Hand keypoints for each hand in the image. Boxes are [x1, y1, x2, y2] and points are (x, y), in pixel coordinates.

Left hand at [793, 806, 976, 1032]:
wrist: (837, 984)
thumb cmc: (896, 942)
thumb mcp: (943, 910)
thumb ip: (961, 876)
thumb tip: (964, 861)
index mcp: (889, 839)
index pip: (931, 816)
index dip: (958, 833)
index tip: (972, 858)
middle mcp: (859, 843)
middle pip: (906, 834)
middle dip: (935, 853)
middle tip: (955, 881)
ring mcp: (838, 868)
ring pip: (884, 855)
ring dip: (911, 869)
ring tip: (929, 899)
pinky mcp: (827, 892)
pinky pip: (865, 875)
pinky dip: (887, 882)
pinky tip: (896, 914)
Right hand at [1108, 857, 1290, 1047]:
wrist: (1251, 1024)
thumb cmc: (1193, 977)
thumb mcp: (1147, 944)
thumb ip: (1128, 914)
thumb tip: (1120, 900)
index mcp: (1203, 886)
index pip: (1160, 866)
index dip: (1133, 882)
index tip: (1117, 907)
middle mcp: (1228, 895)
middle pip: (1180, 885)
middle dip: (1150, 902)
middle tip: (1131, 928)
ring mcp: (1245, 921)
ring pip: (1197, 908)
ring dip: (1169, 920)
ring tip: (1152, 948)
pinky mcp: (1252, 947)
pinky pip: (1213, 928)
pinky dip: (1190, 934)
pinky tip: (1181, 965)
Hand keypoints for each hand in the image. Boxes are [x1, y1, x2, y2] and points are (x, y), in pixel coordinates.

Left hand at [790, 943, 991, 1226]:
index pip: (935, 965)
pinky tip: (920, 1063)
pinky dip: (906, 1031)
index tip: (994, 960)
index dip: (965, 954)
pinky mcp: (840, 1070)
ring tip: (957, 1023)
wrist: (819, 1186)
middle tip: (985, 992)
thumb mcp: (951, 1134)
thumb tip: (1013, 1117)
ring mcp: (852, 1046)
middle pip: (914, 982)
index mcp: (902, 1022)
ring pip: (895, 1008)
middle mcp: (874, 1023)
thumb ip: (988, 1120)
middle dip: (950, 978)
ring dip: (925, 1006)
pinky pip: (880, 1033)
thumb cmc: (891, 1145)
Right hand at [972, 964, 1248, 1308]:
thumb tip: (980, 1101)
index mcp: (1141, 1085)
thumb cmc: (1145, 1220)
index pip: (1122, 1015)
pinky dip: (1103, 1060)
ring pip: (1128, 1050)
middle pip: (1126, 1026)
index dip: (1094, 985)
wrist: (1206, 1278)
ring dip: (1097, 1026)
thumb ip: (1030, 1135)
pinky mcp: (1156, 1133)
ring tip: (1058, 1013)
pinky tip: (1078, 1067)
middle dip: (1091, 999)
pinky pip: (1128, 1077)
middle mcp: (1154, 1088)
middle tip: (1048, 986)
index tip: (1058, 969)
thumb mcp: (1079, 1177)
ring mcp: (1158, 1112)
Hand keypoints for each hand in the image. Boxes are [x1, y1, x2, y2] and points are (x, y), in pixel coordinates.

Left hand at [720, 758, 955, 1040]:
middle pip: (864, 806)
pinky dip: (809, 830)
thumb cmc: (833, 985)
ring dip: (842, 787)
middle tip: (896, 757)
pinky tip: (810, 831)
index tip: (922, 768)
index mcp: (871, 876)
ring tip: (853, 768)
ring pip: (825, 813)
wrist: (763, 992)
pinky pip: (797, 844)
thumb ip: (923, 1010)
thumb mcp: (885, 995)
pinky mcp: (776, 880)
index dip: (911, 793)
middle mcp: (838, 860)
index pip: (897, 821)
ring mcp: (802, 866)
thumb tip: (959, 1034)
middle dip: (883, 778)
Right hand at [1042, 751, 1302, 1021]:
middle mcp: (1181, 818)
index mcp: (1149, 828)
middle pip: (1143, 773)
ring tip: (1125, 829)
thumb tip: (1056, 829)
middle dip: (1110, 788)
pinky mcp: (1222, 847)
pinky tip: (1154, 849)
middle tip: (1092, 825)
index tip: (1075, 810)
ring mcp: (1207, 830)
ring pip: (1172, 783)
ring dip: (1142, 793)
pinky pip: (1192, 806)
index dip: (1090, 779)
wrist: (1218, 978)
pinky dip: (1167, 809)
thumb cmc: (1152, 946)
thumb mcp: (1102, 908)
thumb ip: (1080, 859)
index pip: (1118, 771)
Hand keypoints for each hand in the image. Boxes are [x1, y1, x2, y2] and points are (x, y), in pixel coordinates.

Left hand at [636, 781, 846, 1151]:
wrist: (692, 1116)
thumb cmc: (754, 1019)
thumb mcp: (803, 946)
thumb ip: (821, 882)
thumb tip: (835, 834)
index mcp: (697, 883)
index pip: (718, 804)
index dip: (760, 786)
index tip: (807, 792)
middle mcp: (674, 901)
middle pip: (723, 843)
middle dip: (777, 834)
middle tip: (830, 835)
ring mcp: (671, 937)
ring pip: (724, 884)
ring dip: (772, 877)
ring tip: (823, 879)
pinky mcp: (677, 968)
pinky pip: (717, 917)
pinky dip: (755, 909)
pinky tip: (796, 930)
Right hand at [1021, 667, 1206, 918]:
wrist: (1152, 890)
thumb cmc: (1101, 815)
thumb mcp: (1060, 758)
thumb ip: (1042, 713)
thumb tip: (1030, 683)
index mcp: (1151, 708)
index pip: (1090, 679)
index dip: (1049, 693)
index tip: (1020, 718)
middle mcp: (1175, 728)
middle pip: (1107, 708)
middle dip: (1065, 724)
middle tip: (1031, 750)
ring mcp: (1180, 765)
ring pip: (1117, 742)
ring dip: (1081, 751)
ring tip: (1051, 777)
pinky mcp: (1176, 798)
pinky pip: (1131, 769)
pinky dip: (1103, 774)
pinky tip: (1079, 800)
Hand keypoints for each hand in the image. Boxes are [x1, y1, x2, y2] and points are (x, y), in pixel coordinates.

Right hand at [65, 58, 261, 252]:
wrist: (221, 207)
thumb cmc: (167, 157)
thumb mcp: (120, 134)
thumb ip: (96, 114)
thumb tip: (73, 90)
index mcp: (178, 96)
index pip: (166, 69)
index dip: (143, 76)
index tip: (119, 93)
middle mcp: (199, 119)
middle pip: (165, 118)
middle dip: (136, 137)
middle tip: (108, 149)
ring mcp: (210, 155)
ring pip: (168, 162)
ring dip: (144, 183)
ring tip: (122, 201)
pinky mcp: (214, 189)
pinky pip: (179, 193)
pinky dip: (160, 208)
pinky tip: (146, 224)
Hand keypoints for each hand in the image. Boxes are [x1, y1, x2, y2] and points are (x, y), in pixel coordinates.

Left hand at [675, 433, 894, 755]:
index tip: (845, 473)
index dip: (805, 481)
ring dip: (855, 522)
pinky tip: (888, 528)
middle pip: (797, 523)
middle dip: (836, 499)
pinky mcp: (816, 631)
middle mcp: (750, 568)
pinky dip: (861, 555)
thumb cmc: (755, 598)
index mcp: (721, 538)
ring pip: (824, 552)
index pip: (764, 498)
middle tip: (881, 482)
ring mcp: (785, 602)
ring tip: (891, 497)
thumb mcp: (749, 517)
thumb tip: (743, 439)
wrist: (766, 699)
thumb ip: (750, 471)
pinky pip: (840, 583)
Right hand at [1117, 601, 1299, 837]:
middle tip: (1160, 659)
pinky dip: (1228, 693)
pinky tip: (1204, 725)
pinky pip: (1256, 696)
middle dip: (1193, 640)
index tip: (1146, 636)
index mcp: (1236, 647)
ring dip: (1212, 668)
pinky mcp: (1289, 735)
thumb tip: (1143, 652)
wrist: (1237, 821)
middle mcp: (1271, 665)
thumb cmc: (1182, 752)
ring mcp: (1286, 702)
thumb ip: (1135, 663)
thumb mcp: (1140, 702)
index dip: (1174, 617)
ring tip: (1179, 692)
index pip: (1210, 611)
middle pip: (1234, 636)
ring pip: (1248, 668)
_ _ _ _ _ _ _
▶ What to produce: Your reply is to repeat, unchanged, the lines above running from the one with "middle mcp: (1175, 728)" up to and including the one with "ring dip: (144, 183)".

▶ Response area:
middle mcp: (1175, 728)
middle pip: (1107, 708)
middle dip: (1065, 724)
middle tip: (1031, 750)
ring mcp: (1180, 765)
ring pip: (1117, 742)
ring dip: (1081, 751)
ring tip: (1051, 777)
pinky mcp: (1176, 798)
pinky pip: (1131, 769)
pinky dip: (1103, 774)
pinky tip: (1079, 800)
Hand keypoints for each hand in the image. Boxes are [x1, y1, x2, y2] and points are (x, y), in pixel coordinates.

Right hand at [65, 58, 261, 252]:
wrist: (221, 207)
thumb cmc: (167, 157)
thumb mcp: (120, 134)
thumb ip: (96, 114)
thumb tip: (73, 90)
index mcp: (178, 96)
index pip: (166, 69)
index dip: (143, 76)
index tip: (119, 93)
middle mcp: (199, 119)
middle pip: (165, 118)
middle dip: (136, 137)
middle tip: (108, 149)
ring mcp: (210, 155)
ring pip: (168, 162)
ring dip: (144, 183)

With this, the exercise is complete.